After giving it as much of a self-edit as I could manage earlier this year, I sent the draft of my book out to a very small group of beta readers a few months ago. The results are starting to come in. So far, the ones who have started it all finished it, which is the first bit of good news. Their responses have been generally very positive, which is even better news, but the best news is that they’ve all given me piles of thoughtful critiques. Based on this response I’ve started querying agents, and while I wait to hear back (it takes weeks and weeks), I’m leveling the guns for another big edit to tackle the issues they’ve raised.

The plan from here is to agent hunt until either I find one or have had my fill of rejection. If I get to that point, based on the feedback so far, I’m looking hard at going the self publishing route and will probably set up a Kickstarter. I’m pretty excited about either direction at this point. I would love to get the help of a professional in editing, positioning and marketing it, but it seems likely I could raise enough for a good edit and a toehold on the marketing with the Kickstarter, and figuring out the marketing on my own sounds like a fun and interesting challenge.

I’ve also started reading a new book that is keeping me fully inspired: my author/idol Kim Stanley Robinson’s new book about the first voyage of humanity leaving the solar system, Aurora.

One of my readers’ feedback was that my book gave her a little bit of an ache of wanting to live in that world. (That was actually the second best bit of feedback; the best bit was Jen saying she thought this was the best return on investment the State of California has ever gotten from its unemployment system!)

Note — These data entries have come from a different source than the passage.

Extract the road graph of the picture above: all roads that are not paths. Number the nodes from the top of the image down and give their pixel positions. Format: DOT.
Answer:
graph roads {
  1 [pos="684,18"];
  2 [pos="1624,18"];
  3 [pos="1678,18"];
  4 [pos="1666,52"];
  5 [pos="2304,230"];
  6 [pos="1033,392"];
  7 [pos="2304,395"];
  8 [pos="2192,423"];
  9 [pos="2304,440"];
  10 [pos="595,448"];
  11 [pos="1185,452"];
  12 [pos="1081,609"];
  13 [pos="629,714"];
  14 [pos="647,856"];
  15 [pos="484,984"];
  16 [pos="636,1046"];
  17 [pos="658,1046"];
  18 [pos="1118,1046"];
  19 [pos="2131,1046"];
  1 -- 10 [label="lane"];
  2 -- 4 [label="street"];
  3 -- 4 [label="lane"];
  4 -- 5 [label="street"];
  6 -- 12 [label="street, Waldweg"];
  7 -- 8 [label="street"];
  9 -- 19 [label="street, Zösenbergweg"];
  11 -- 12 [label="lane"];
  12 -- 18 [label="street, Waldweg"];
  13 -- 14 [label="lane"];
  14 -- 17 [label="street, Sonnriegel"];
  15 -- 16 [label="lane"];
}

I think about that Ache a lot; I like all sorts of fiction, including stories set in completely other worlds that bear little semblance to our own and thus don’t generate much Ache, but I LOVE the stories that resonate more with a world we could possibly live in that do generate the Ache.

Aurora does that like crazy. Without giving too much away, there’s a scene where the first humans witness an eclipse while standing on an entirely new world that pegged the needle, broke the glass and melted the mechanism on my Ache-o-meter.

But if we’re going to get there, we have to figure out stuff back here on dusty ol’ Earth first. The events of the past few weeks have been an illustration of some of the failure modes there still isn’t much alignment on addressing. Maybe we’re headed for a downward spiral from racism fueled, state sponsored violence followed by waves of terrorism, accelerated by the kind of rhetoric that every single GOP presidential candidate is spewing this week to thunderous applause from their base. Maybe climate change will catch up with us. There’s still tens of thousands of nuclear weapons in the world; even with tremendous diplomatic effors like the Iran deal, they could easily do us in.

Or maybe things won’t get much worse for most people and will improve for some, and we’ll just skip along at the low edge of progress. Conditions for the teeming, hungry masses will continue to improve slowly and unevenly, but we’ll stay stuck in low gear by continued attachment to austerity and the private affluence and public squalor generated by the casino economy.

My book doesn’t talk about space travel much. I only mention it once. But my goal was just to envision one possible path forward and to try to tell a fun, engaging story around that possibility. We probably can’t ever fully solve social justice, but we could sure do a hell of a lot better than we are now. And we can’t solve climate or inequality without addressing the strong girders of racism, sexism, greed, anger, and plain old inertia that hold the current system in place.

Which isn’t to say that I have any degree of certainty about what it’s really going to take. In fact even though I’ve written a pretty optimistic book, I’m not personally all that optimistic. And if we do address these challenges, I’m sure it’ll look nothing like the picture I paint. But I hope it reads as one plausible path. Going all in on social justice and tackling racism head on is a moral prerequiste if we’re ever going to be standing on that planet and looking up at the eclipse from our new system home. We have a lot of work to do.

I feel like there should be an ask here but I don’t even have my FB author page set up yet. So thanks for your attention so far on this project and stay tuned. Hopefully I’ll have more news soon.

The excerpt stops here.